И ничего унизительного для Леонова в наших утверждениях нет. Хотя бы потому, что писатель сам однажды признался, что Вихров и Грацианский задумывались им как одно лицо. И даже покончить с собой должен был истерзанный Грацианским Вихров, а не Грацианский, разочаровавшийся в Боге и человеке. И только потом Леонов «расщепил» этого, единого, персонажа — а в каком-то смысле себя самого.
При этом, повторимся, Грацианский все равно Леонову противен, и сомневаться в этом не стоит. Наделяя отрицательного героя своими ересями, Леонов словно проверяет их на крепость: выживут ли, будучи повторены даже самыми дурными устами.
Кроме прочего, есть и определенная близость драматических коллизий в «Дороге на Океан» и в «Русском лесе»: постоянное, на грани разоблачения, существование Протоклитова и Грацианского вновь дублирует собственную леоновскую судьбу. Но в «Русском лесе» коллизия эта явно рассматривается Леоновым с куда большего расстояния, чем в 1935 году. Эта тема его уже не столь сильно зачаровывает и пугает. Пережив глобальные чистки и припадки всенародного доносительства, заняв видные посты и войдя в масть, Леонов уже не опасался столь сильно, как в 1930-е. Почти тридцать лет минуло с его белогвардейских приключений в Архангельске — глупо пугаться далеких, почти истаявших призраков своего прошлого.

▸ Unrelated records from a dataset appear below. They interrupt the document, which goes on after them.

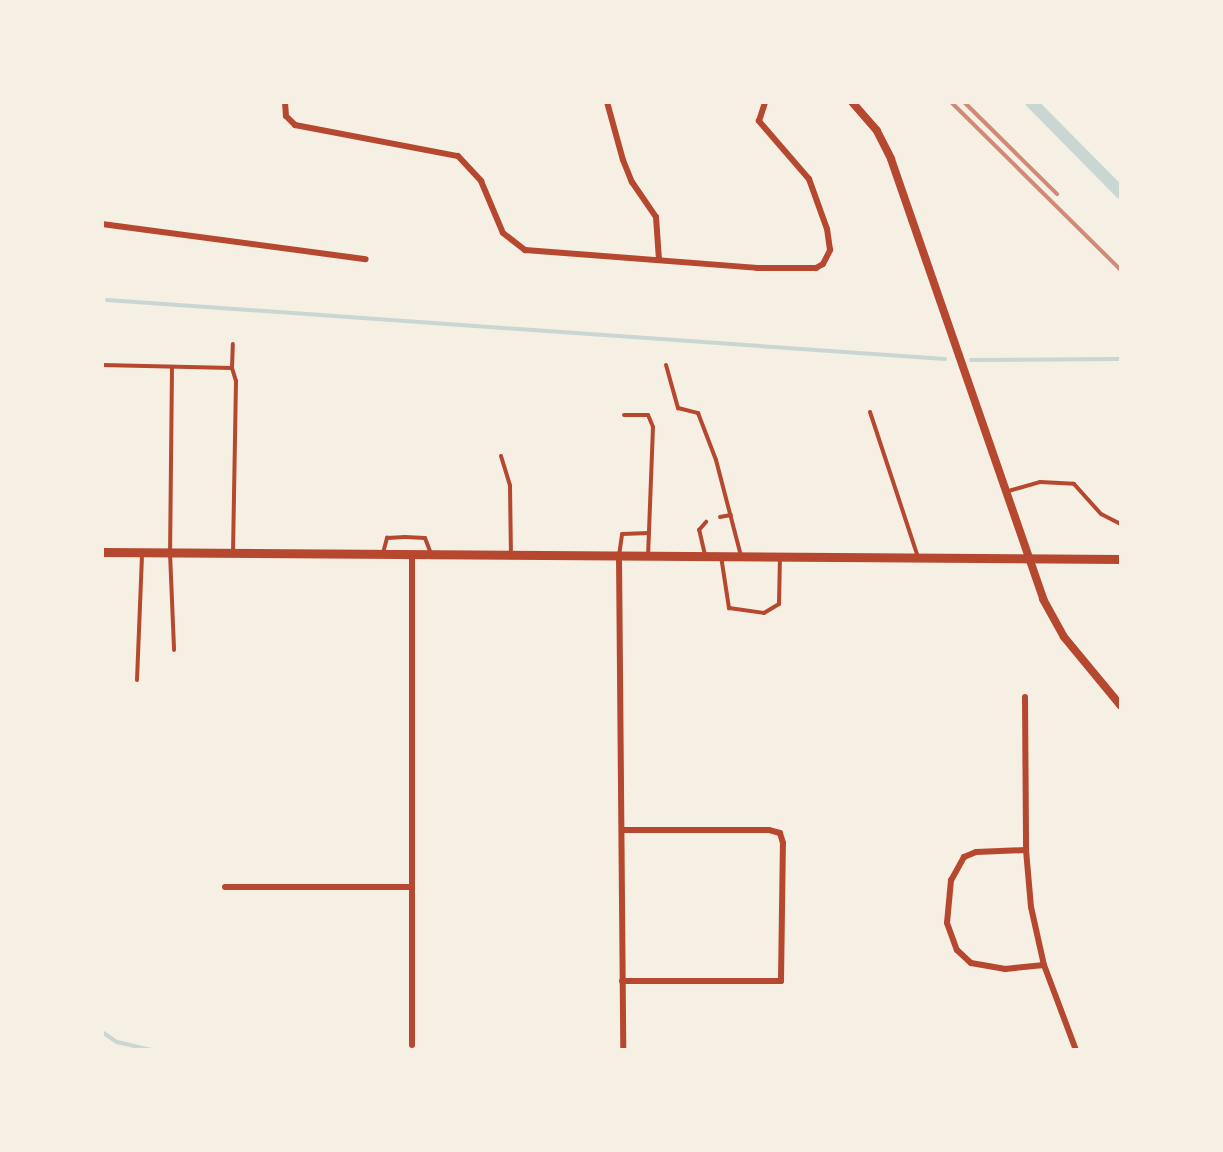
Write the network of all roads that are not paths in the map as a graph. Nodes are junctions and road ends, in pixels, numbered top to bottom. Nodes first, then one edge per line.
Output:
1 (285, 102) edge
2 (607, 102) edge
3 (765, 102) edge
4 (852, 102) edge
5 (102, 224) edge
6 (366, 260) dead end
7 (659, 260) junction
8 (232, 344) dead end
9 (102, 365) edge
10 (666, 365) dead end
11 (172, 367) junction
12 (232, 368) junction
13 (870, 412) dead end
14 (624, 415) dead end
15 (501, 456) dead end
16 (1005, 492) junction
17 (731, 515) junction
18 (720, 517) dead end
19 (706, 522) dead end
20 (1121, 524) edge
21 (649, 533) junction
22 (102, 552) edge
23 (142, 552) junction
24 (170, 553) junction
25 (233, 554) junction
26 (383, 554) junction
27 (412, 554) junction
28 (432, 555) junction
29 (511, 555) junction
30 (619, 556) junction
31 (648, 556) junction
32 (705, 556) junction
33 (721, 556) junction
34 (741, 557) junction
35 (781, 557) junction
36 (918, 558) junction
37 (1027, 558) junction
38 (1121, 559) edge
39 (174, 650) dead end
40 (137, 680) dead end
41 (1025, 697) dead end
42 (1121, 706) edge
43 (622, 830) junction
44 (1026, 850) junction
45 (225, 887) dead end
46 (410, 887) junction
47 (1044, 965) junction
48 (622, 981) junction
49 (412, 1045) dead end
50 (623, 1050) edge
51 (1076, 1050) edge

1 - 7 street
2 - 7 street
3 - 7 street
4 - 16 street
5 - 6 street
8 - 12 lane
9 - 11 lane
10 - 17 lane
11 - 12 lane
11 - 24 lane
12 - 25 lane
13 - 36 lane
14 - 21 lane
15 - 29 lane
16 - 20 lane
16 - 37 street
17 - 18 lane
17 - 34 lane
19 - 32 lane
21 - 30 lane
21 - 31 lane
22 - 23 main road
23 - 24 main road
23 - 40 lane
24 - 25 main road
24 - 39 lane
25 - 26 main road
26 - 27 main road
26 - 28 lane
27 - 28 main road
27 - 46 street
28 - 29 main road
29 - 30 main road
30 - 31 main road
30 - 43 street
31 - 32 main road
32 - 33 main road
33 - 34 main road
33 - 35 lane
34 - 35 main road
35 - 36 main road
36 - 37 main road
37 - 38 main road
37 - 42 street
41 - 44 street
43 - 48 street
43 - 48 street
44 - 47 street
44 - 47 street
45 - 46 street
46 - 49 street
47 - 51 street
48 - 50 street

Тем не менее кочующая из сочинения в сочинение тема люстрации проявляется у Леонова и здесь.
Упоминавшаяся выше Поля, пока росла без отца, десятки раз читала в прессе критические статьи Александра Грацианского о Вихрове. Вера ее в печатное слово была такова, что в начале романа Поля считает нужным заявить едва знакомому человеку: «Я ненавижу моего отца!»
Приемный сын Вихрова Сергей был приведен в дом «лесного профессора» его стародавним, по деревенскому детству, знакомым купеческим сыном, раскулаченным в 1929 году и сбежавшим от новой власти в глухие сибирские дали.